**Material provided**
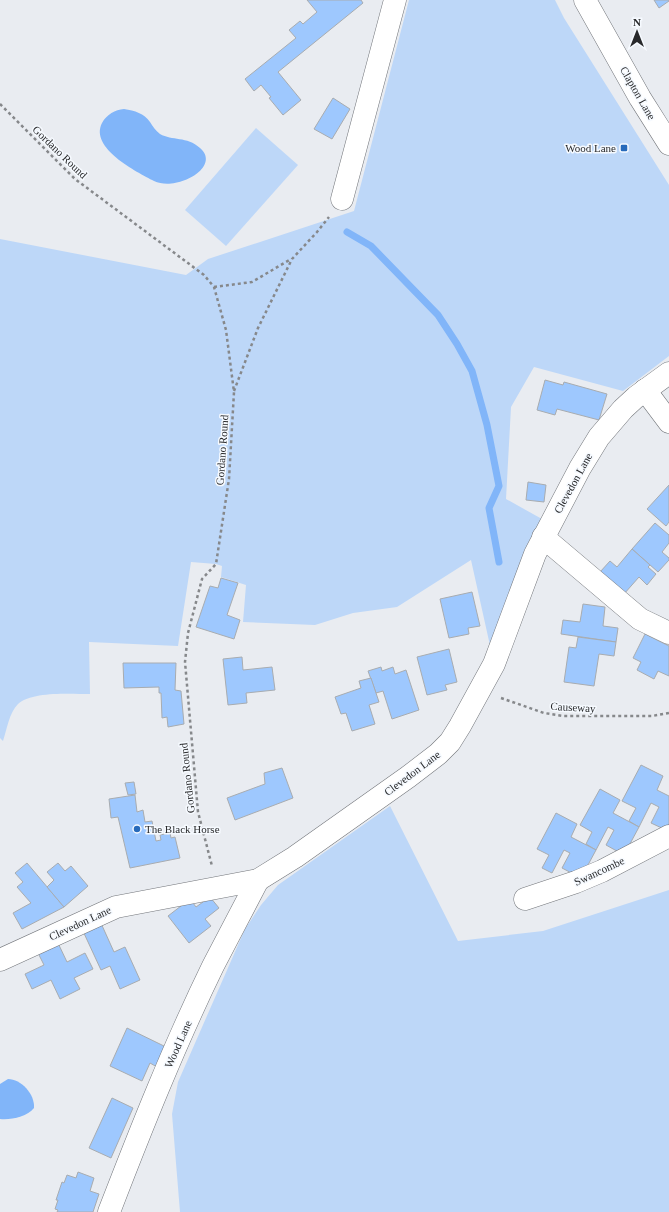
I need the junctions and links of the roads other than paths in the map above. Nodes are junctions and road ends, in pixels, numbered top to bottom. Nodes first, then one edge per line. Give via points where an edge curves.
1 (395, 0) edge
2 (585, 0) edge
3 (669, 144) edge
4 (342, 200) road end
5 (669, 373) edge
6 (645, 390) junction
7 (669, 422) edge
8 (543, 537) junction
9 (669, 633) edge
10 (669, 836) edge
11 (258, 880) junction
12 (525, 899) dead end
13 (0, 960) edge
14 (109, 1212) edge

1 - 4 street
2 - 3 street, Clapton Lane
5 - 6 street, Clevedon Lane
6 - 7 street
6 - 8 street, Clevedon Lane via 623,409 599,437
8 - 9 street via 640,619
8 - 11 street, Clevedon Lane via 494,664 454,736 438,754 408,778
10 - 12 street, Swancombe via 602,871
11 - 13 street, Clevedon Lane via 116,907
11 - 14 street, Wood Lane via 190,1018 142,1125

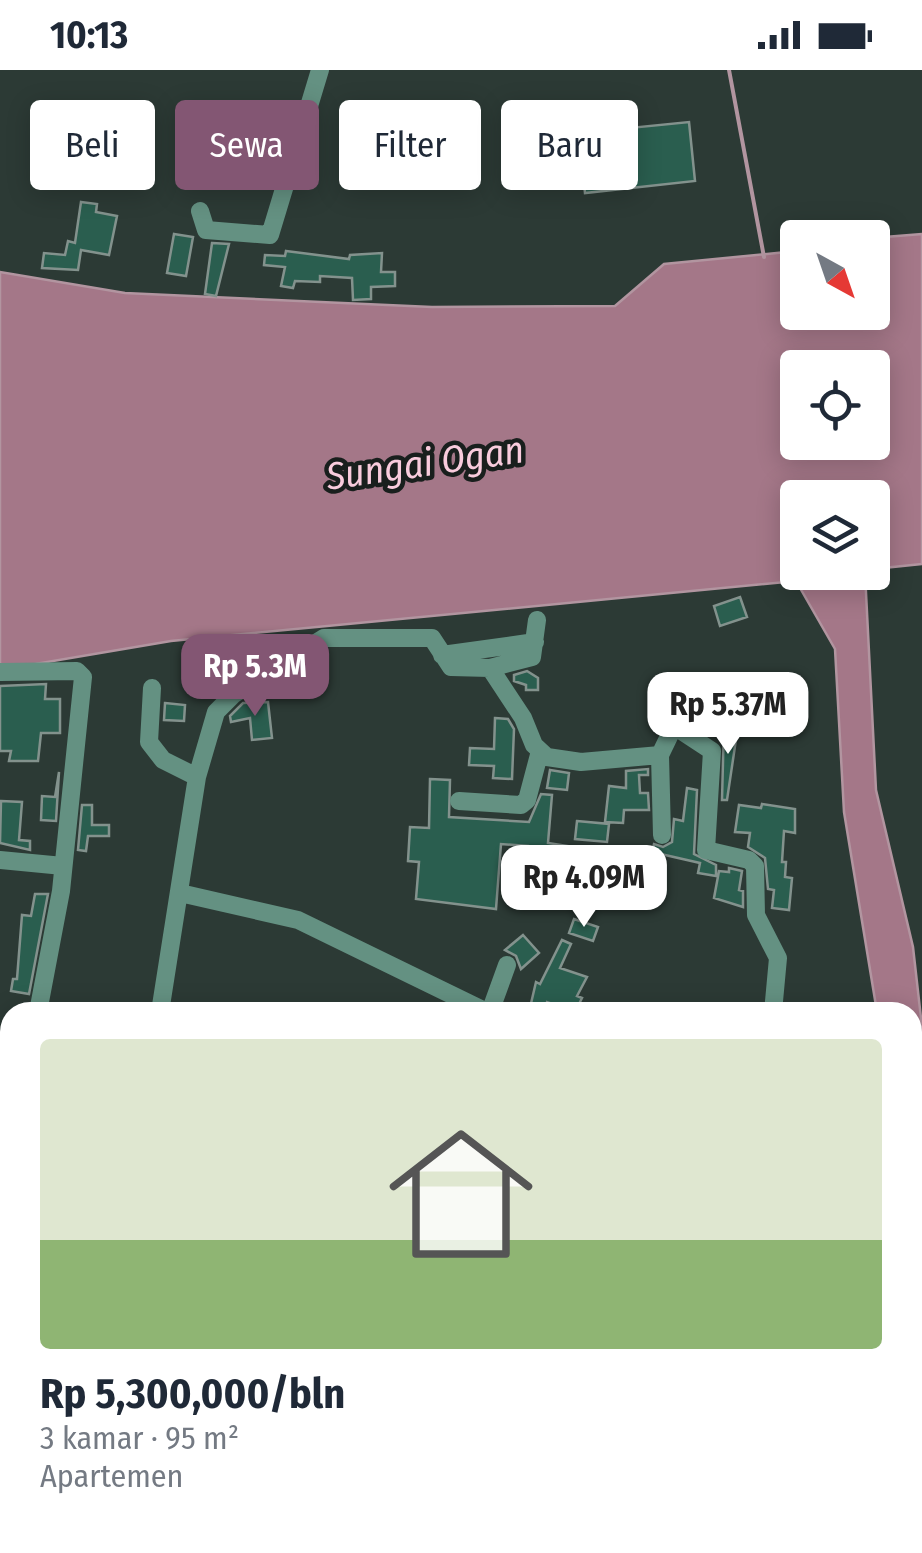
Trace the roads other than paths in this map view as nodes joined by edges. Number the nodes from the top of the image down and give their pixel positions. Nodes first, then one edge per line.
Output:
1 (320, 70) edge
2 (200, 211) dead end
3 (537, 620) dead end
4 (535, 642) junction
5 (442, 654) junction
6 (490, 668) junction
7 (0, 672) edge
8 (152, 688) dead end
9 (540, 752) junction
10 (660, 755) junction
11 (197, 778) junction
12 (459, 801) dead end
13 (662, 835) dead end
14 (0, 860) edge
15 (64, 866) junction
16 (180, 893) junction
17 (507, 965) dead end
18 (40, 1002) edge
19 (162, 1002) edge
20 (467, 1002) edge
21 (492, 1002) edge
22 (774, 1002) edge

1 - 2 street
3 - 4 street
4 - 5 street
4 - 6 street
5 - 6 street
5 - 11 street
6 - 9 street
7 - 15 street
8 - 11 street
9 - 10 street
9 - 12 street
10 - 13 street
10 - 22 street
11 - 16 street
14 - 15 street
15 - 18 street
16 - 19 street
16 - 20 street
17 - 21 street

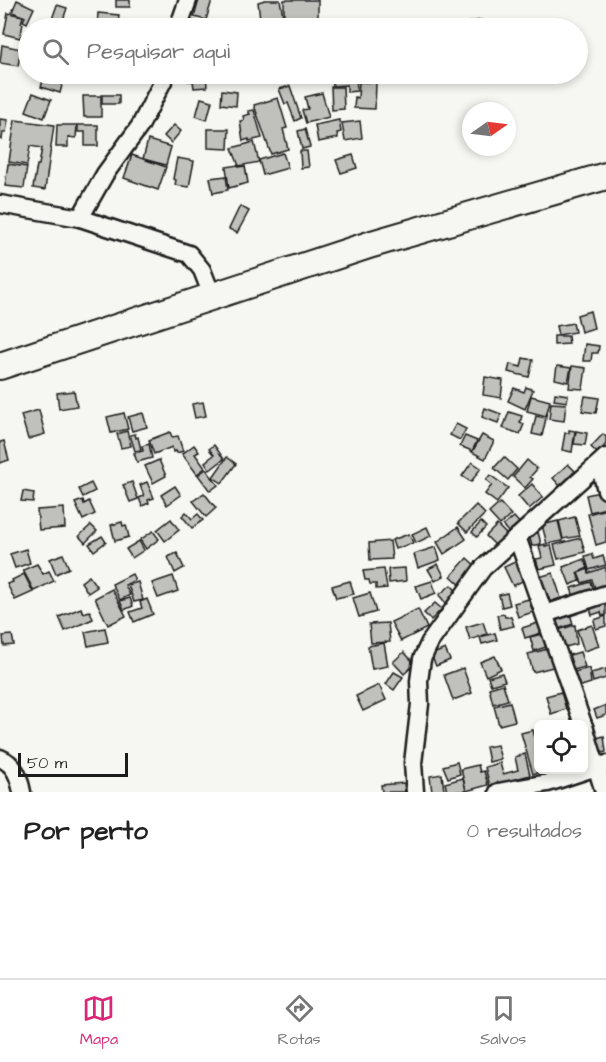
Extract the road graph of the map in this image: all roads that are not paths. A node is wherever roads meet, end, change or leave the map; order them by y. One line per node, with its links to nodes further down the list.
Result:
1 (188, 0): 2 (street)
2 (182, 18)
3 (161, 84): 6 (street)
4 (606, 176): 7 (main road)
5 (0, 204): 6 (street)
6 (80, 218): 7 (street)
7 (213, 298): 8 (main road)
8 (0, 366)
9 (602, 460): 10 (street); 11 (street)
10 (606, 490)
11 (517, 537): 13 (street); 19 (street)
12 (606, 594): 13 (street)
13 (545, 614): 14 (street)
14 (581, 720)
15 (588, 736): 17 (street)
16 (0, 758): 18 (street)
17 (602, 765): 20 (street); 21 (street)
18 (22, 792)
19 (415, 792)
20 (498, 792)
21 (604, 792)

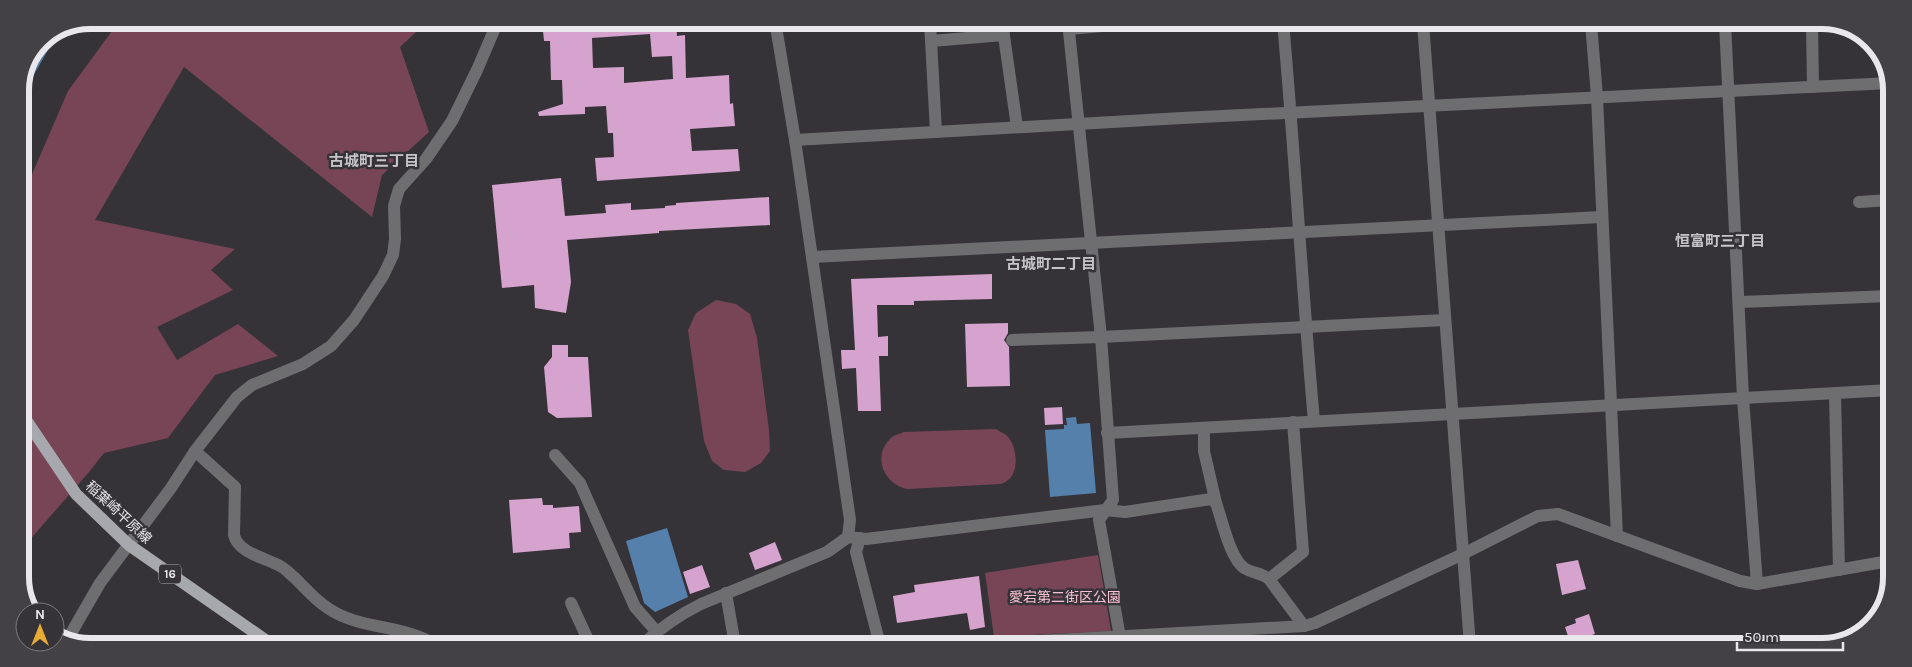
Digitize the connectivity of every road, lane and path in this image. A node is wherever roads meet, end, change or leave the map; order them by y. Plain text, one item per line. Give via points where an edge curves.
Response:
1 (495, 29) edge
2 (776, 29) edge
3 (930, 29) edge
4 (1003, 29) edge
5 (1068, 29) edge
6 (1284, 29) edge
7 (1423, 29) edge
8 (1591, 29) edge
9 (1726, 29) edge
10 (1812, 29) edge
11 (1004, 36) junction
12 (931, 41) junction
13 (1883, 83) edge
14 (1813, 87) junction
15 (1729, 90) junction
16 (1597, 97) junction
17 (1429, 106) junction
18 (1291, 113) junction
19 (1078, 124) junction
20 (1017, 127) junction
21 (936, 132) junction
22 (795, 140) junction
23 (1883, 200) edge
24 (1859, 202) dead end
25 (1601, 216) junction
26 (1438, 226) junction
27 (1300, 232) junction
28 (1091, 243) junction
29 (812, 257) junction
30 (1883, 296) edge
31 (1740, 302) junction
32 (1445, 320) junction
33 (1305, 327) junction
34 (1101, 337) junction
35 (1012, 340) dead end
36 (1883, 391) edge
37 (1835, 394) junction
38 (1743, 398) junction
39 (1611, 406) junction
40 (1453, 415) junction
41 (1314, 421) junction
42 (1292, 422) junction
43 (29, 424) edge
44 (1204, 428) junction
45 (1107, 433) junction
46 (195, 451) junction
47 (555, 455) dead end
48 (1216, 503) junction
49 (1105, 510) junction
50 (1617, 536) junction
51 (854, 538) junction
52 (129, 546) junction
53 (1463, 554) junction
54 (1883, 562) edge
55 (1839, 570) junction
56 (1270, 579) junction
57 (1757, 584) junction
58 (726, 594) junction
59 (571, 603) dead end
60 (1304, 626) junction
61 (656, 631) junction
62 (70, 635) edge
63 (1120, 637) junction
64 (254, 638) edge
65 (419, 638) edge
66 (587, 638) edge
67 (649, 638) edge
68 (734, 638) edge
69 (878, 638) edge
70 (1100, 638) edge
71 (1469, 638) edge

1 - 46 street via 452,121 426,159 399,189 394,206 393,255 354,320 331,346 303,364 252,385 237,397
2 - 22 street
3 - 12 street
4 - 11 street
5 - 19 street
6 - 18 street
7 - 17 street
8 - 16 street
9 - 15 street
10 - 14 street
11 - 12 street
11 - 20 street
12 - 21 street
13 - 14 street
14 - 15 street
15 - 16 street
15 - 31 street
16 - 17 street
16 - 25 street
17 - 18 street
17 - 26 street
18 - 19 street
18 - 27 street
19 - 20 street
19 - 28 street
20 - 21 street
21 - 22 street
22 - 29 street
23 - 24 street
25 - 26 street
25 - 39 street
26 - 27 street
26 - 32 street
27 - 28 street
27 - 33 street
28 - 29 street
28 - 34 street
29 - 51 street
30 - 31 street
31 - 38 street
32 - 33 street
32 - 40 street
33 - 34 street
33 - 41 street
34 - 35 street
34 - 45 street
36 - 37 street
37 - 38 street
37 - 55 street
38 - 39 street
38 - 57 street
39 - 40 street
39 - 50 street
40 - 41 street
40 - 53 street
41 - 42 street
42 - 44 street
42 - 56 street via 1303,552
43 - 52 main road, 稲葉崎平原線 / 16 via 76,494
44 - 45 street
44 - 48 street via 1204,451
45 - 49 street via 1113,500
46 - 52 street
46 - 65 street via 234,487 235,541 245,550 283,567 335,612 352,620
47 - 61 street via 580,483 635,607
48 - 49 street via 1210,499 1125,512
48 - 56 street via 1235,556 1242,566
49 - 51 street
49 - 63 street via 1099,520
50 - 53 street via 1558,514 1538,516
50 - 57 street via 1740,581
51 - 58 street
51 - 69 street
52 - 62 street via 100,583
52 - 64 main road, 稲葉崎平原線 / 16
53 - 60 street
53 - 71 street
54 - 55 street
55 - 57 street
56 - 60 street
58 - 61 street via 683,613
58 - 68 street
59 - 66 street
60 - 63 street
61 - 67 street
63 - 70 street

**What is being asked**
While leaving pictures out, reproduce exactly the lines from the beginning of the listing above through the line containing "Trace the roads", both ends included.

**Written response**
I need the junctions and links of the roads other than paths in the map above. Nodes are junctions and road ends, in pixels, numbered top to bottom. Nodes first, then one edge per line. Give via points where an edge curves.
1 (395, 0) edge
2 (585, 0) edge
3 (669, 144) edge
4 (342, 200) road end
5 (669, 373) edge
6 (645, 390) junction
7 (669, 422) edge
8 (543, 537) junction
9 (669, 633) edge
10 (669, 836) edge
11 (258, 880) junction
12 (525, 899) dead end
13 (0, 960) edge
14 (109, 1212) edge

1 - 4 street
2 - 3 street, Clapton Lane
5 - 6 street, Clevedon Lane
6 - 7 street
6 - 8 street, Clevedon Lane via 623,409 599,437
8 - 9 street via 640,619
8 - 11 street, Clevedon Lane via 494,664 454,736 438,754 408,778
10 - 12 street, Swancombe via 602,871
11 - 13 street, Clevedon Lane via 116,907
11 - 14 street, Wood Lane via 190,1018 142,1125

Trace the roads other than paths in this map view as nodes joined by edges. Number the nodes from the top of the image down and give their pixel positions. Nodes first, then one edge per line.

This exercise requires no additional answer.